Mercer Island ‘pay to park’ benefits | Letter

Mercer Islanders should be especially supportive of "pay to park" as the way to meet their commuting needs.

Mercer Islanders should be especially supportive of “pay to park” as the way to meet their commuting needs.

Islanders or their employers could agree to pay $250 a month or $3,000 annually for 2,000 assigned “pay to park” spaces at one or two park-and-ride lots on the Island.

With $10 per-mile-bus-operating costs (per Sound Transit’s 2016 budget), the $20,000 daily fees would pay for 2,000 miles of bus service. If the distance between the park-and-ride lots to either a transit center on 4th Avenue or in Bellevue were 6.25 miles, the morning and afternoon round trips would each take 12.5 miles, or 25 miles total. Thus, the 2,000 miles of bus service could provide 80 morning and afternoon round trips to the two transit centers with capacity if needed for 8,000 riders. (That’s two-thirds or the 12,000 Islander residents between 20 and 64.)

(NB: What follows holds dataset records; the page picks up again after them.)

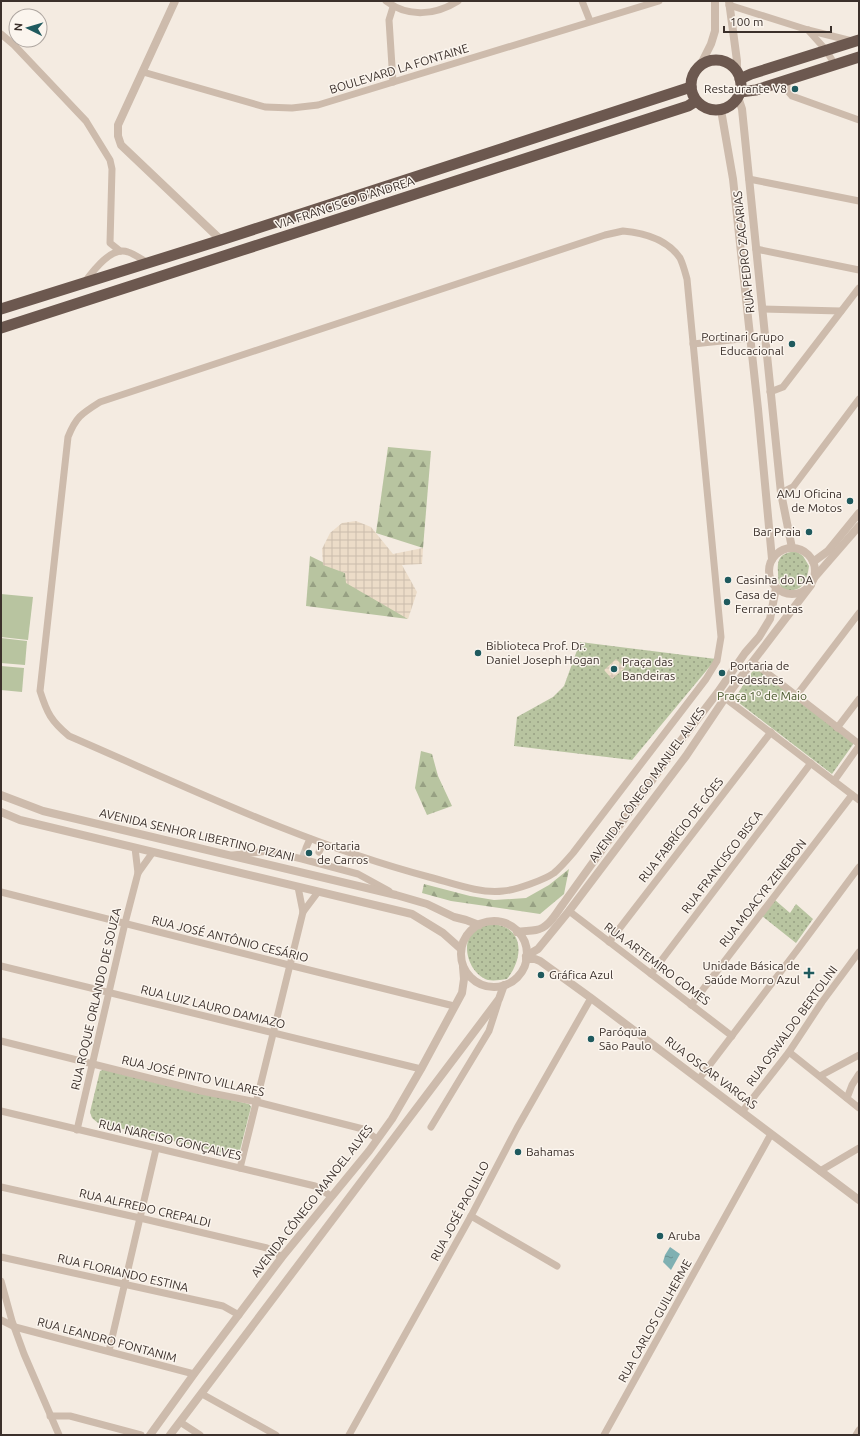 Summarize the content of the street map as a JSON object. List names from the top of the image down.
{
  "streets": {
    "highway": ["VIA FRANCISCO D'ANDREA"],
    "street": [
      "BOULEVARD LA FONTAINE",
      "RUA PEDRO ZACARIAS",
      "AVENIDA CÔNEGO MANUEL ALVES",
      "RUA FABRÍCIO DE GÓES",
      "AVENIDA SENHOR LIBERTINO PIZANI",
      "RUA FRANCISCO BISCA",
      "RUA MOACYR ZENEBON",
      "RUA JOSÉ ANTÔNIO CESÁRIO",
      "RUA ARTEMIRO GOMES",
      "RUA ROQUE ORLANDO DE SOUZA",
      "RUA LUIZ LAURO DAMIAZO",
      "RUA OSWALDO BERTOLINI",
      "RUA OSCAR VARGAS",
      "RUA JOSÉ PINTO VILLARES",
      "RUA NARCISO GONÇALVES",
      "AVENIDA CÔNEGO MANOEL ALVES",
      "RUA ALFREDO CREPALDI",
      "RUA JOSÉ PAOLILLO",
      "RUA FLORIANDO ESTINA",
      "RUA CARLOS GUILHERME",
      "RUA LEANDRO FONTANIM"
    ]
  },
  "crossings": [
    ["VIA FRANCISCO D'ANDREA", "RUA PEDRO ZACARIAS"],
    ["RUA PEDRO ZACARIAS", "AVENIDA CÔNEGO MANUEL ALVES"],
    ["AVENIDA CÔNEGO MANUEL ALVES", "AVENIDA SENHOR LIBERTINO PIZANI"],
    ["AVENIDA CÔNEGO MANUEL ALVES", "RUA ARTEMIRO GOMES"],
    ["AVENIDA CÔNEGO MANUEL ALVES", "RUA OSCAR VARGAS"],
    ["AVENIDA CÔNEGO MANUEL ALVES", "AVENIDA CÔNEGO MANOEL ALVES"],
    ["RUA FABRÍCIO DE GÓES", "RUA ARTEMIRO GOMES"],
    ["AVENIDA SENHOR LIBERTINO PIZANI", "RUA OSCAR VARGAS"],
    ["AVENIDA SENHOR LIBERTINO PIZANI", "AVENIDA CÔNEGO MANOEL ALVES"],
    ["RUA FRANCISCO BISCA", "RUA ARTEMIRO GOMES"],
    ["RUA MOACYR ZENEBON", "RUA ARTEMIRO GOMES"],
    ["RUA JOSÉ ANTÔNIO CESÁRIO", "RUA ROQUE ORLANDO DE SOUZA"],
    ["RUA JOSÉ ANTÔNIO CESÁRIO", "AVENIDA CÔNEGO MANOEL ALVES"],
    ["RUA ROQUE ORLANDO DE SOUZA", "RUA LUIZ LAURO DAMIAZO"],
    ["RUA ROQUE ORLANDO DE SOUZA", "RUA JOSÉ PINTO VILLARES"],
    ["RUA ROQUE ORLANDO DE SOUZA", "RUA NARCISO GONÇALVES"],
    ["RUA LUIZ LAURO DAMIAZO", "AVENIDA CÔNEGO MANOEL ALVES"],
    ["RUA OSWALDO BERTOLINI", "RUA OSCAR VARGAS"],
    ["RUA OSCAR VARGAS", "AVENIDA CÔNEGO MANOEL ALVES"],
    ["RUA OSCAR VARGAS", "RUA JOSÉ PAOLILLO"],
    ["RUA OSCAR VARGAS", "RUA CARLOS GUILHERME"],
    ["RUA JOSÉ PINTO VILLARES", "AVENIDA CÔNEGO MANOEL ALVES"],
    ["RUA NARCISO GONÇALVES", "AVENIDA CÔNEGO MANOEL ALVES"],
    ["AVENIDA CÔNEGO MANOEL ALVES", "RUA ALFREDO CREPALDI"],
    ["AVENIDA CÔNEGO MANOEL ALVES", "RUA FLORIANDO ESTINA"],
    ["AVENIDA CÔNEGO MANOEL ALVES", "RUA LEANDRO FONTANIM"]
  ],
  "parks": ["Praça 1º de Maio"],
  "places": {
    "other": [
      "Restaurante V8",
      "Portinari Grupo Educacional",
      "AMJ Oficina de Motos",
      "Bar Praia",
      "Casinha do DA",
      "Casa de Ferramentas",
      "Biblioteca Prof. Dr. Daniel Joseph Hogan",
      "Praça das Bandeiras",
      "Portaria de Pedestres",
      "Portaria de Carros",
      "Gráfica Azul",
      "Paróquia São Paulo",
      "Bahamas",
      "Aruba"
    ],
    "health": ["Unidade Básica de Saúde Morro Azul"]
  },
  "scale_bar": "100 m",
  "north": "left"
}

The 2,000 parking space “owners” could decide on how the 2,000 daily miles of bus service would be split between routes to Seattle, Bellevue and Overlake. Presumably, most of the trips would be during morning and afternoon peak commutes but others could be throughout the day or even into the evening. Again, the assigned parking spaces would assure commuters of having a place to leave their car whenever they chose to do so. With “pay to park,” like East Link, Mercer Island commuters will lose the exclusive Single Occupancy Vehicle (SOV) access to I-90 Bridge center roadway. However, the Islander buses, along with all the other I-90 corridor buses, could use the bus-only, inbound and outbound lanes for fast reliable commutes on I-90 Bridge center roadway. And they could begin doing so within two years.

With East Link funding from ST3, Sound Transit will close the I-90 Bridge center roadway next year. Not only will Islanders lose their SOV access, their on-ramp lanes to I-90, being the last with access will likely be heavily throttled. Once on the outer roadway they’ll likely encounter congestion due to loss of center roadway lanes. Even when East Link begins operation, its lack of capacity means the majority of I-90 commuters (and Islanders) will still be forced to commute by car or by bus on likely gridlocked outer roadways. It should be an easy choice.